(Per-instance keypoint data)
---------------
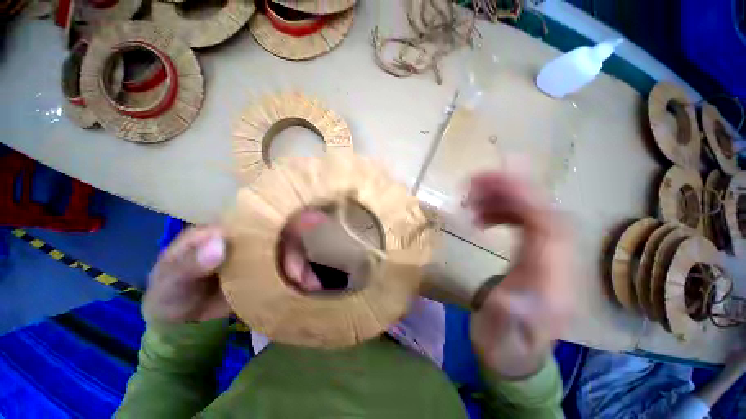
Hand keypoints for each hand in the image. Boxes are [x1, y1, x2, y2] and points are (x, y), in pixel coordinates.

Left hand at [144, 213, 331, 322]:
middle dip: (298, 253)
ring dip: (304, 268)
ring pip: (291, 253)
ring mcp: (264, 255)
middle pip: (284, 235)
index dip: (286, 217)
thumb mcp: (170, 279)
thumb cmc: (172, 290)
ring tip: (311, 288)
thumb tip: (219, 243)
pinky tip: (308, 291)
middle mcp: (252, 237)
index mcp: (230, 228)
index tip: (311, 223)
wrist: (181, 317)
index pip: (262, 216)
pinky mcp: (269, 272)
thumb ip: (188, 262)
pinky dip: (301, 280)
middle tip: (304, 278)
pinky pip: (289, 272)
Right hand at [466, 173, 573, 377]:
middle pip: (545, 212)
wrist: (515, 353)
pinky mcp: (537, 255)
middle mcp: (558, 264)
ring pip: (535, 213)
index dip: (522, 199)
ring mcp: (548, 257)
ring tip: (472, 200)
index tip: (490, 183)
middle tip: (475, 182)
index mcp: (552, 283)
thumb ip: (509, 314)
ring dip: (504, 199)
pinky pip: (526, 222)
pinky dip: (503, 212)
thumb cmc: (505, 345)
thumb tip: (510, 289)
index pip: (549, 228)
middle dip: (511, 191)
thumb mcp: (502, 336)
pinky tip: (482, 217)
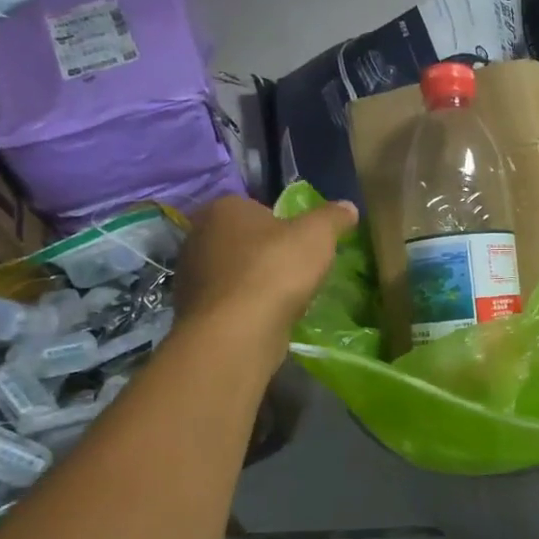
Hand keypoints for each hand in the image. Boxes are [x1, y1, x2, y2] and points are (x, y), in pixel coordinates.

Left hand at [174, 195, 357, 371]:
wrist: (237, 332)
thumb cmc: (276, 270)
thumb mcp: (317, 235)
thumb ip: (333, 217)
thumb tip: (348, 207)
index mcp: (223, 208)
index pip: (257, 208)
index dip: (282, 225)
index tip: (301, 245)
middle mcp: (198, 236)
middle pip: (243, 240)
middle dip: (266, 253)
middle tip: (295, 270)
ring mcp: (190, 275)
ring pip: (233, 272)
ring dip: (254, 282)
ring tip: (284, 298)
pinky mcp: (192, 310)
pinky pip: (227, 301)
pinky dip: (244, 307)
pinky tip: (265, 318)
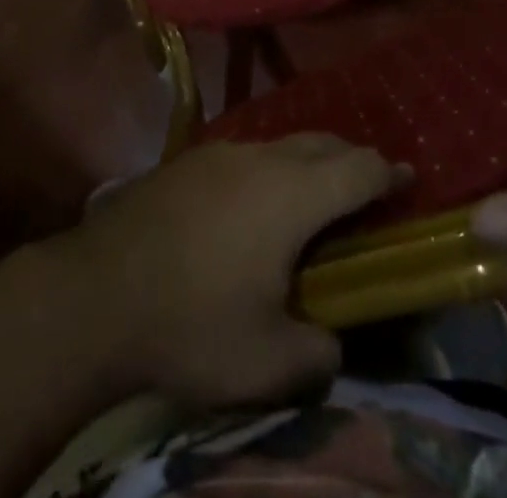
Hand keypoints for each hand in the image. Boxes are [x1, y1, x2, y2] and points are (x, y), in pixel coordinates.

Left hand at [47, 136, 408, 408]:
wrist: (98, 292)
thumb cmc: (192, 323)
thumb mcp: (270, 363)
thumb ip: (319, 351)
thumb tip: (328, 338)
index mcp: (291, 194)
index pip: (358, 168)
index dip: (389, 174)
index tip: (408, 181)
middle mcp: (259, 158)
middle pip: (322, 143)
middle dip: (351, 161)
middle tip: (367, 193)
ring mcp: (219, 153)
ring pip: (281, 145)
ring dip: (308, 164)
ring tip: (313, 201)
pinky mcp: (187, 161)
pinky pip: (246, 155)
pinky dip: (270, 170)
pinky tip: (255, 206)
---------------
The lines to reproduce run from the one that contains "index mcp: (291, 194)" through the last line above; copy them exactly.

*WRITTEN SOLUTION*.
index mcp: (291, 194)
index pip: (358, 168)
index dip: (389, 174)
index tip: (408, 181)
middle mcp: (259, 158)
middle pip: (322, 143)
middle dip: (351, 161)
middle tip: (367, 193)
ring mcp: (219, 153)
ring pip: (281, 145)
ring dip: (308, 164)
ring tip: (313, 201)
pinky mcp: (187, 161)
pinky pip: (246, 155)
pinky dip: (270, 170)
pinky tip: (255, 206)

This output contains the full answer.